When the news of the Portrait Gallery's decision broke yesterday, many members of the art community were wondering who would step up to host the video. The Transformer display is the first official response from D.C. artists and galleries, but will certainly not be the last. When Robert Mapplethorpe's The Perfect Moment was dropped by the Corcoran Gallery in 1989, the Washington Project for the Arts took the exhibit instead. It attracted crowds of nearly 50,000 people, and donations of $40,000. Artists also protested in front of the Corcoran, and projected Mapplethorpe's photos on the building's facade. The Corcoran's then-director, Christina Orr-Cahall, resigned under pressure.

Lisa Gold, director of the WPA, says that the organization plans to respond to the decision in a statement, but has not yet planned any protest action. They do not plan to host a screening of the video, or an exhibit of Wojnarowicz's art.

"Taking one work out of context — that's not the intention of the curators of the show," says Gold. "I think someone could present a retrospective here, to give the fuller picture. Taking the one work out of context is a little sensational, and it's not necessarily serving the best interest of the artist, but I'm happy the work is being shown."

"This isn't about sensationalizing anything," responds Reis. "This is about providing a public voice to an issue of censorship. We certainly would welcome all of our colleagues to get together and write a letter to the Smithsonian, that we co-write or that Transformer writes, that [the work] should be reinstated."

Reis says she's heard from a number of her art colleagues, who support the gallery in its protest and screening.

"I'm shocked that in 2010 this is happening," says Reis. "I thought we were beyond this level of fear."

From Transformer:

The National Portrait Gallery and the Smithsonian Institution have CENSORED the 1987 video work A Fire in My Belly, by David Wojnarowicz.

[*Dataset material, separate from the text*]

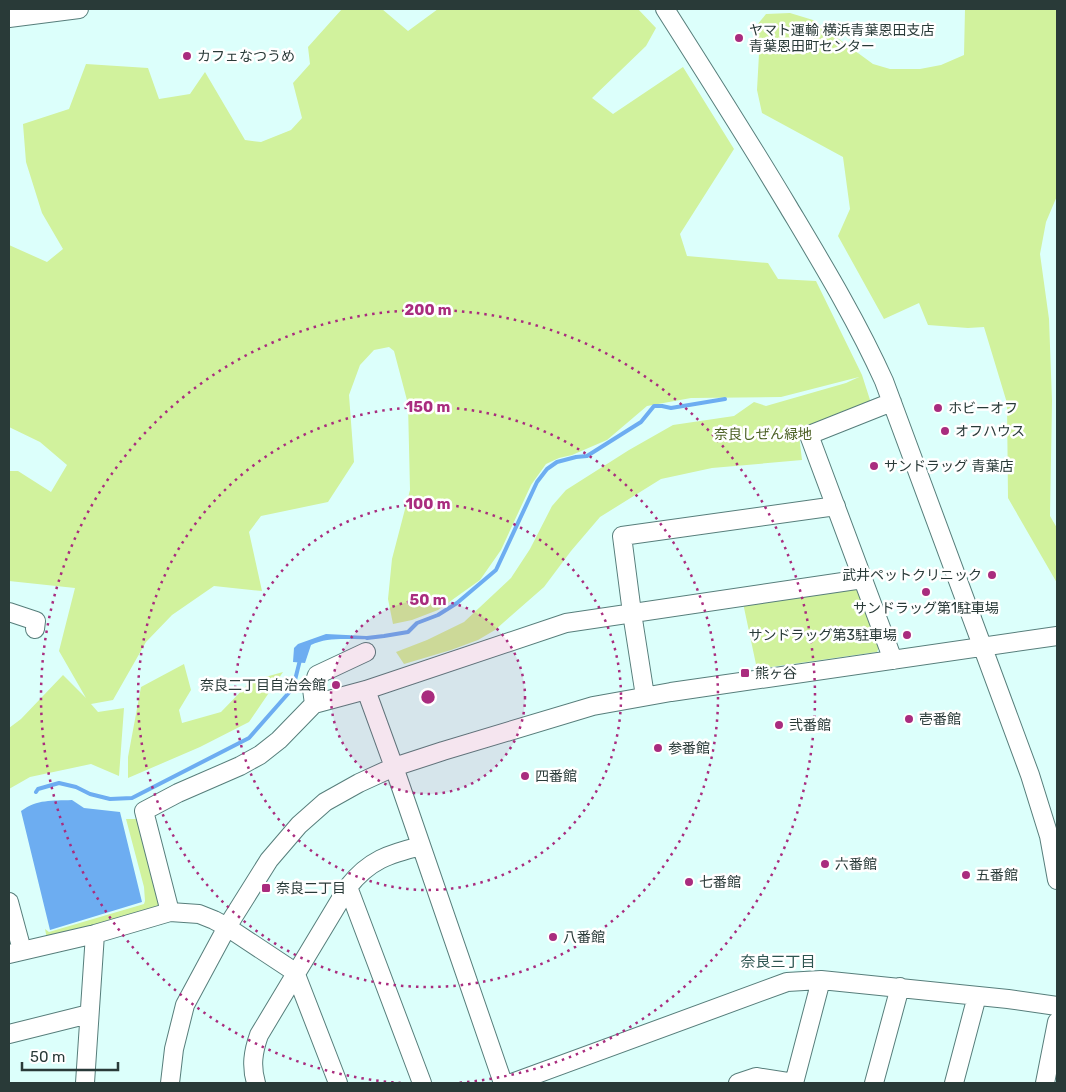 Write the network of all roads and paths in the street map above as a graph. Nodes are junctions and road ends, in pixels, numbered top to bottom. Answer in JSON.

Under pressure from the Catholic League, The Smithsonian Institution has removed this work from the National Portrait Gallery's current Hide/Seek exhibition.

Transformer will begin showing this important video work in our 1404 P Street, NW Washington, DC storefront project space beginning at 1 pm today.

In honor of World AIDS Day & Day With(out) Art, and the many alternative art spaces, visual arts organizations, artists, and activists around the world that have paved the path for freedom of expression & the existence of experimental arts venues like Transformer that champion the artist's voice without constraints, we are proud to be able to share this work with DC audiences.

Many thanks to Patrick O'Connell and Visual AIDS for inspiration.
Additional thanks to our colleagues at Provisions Library.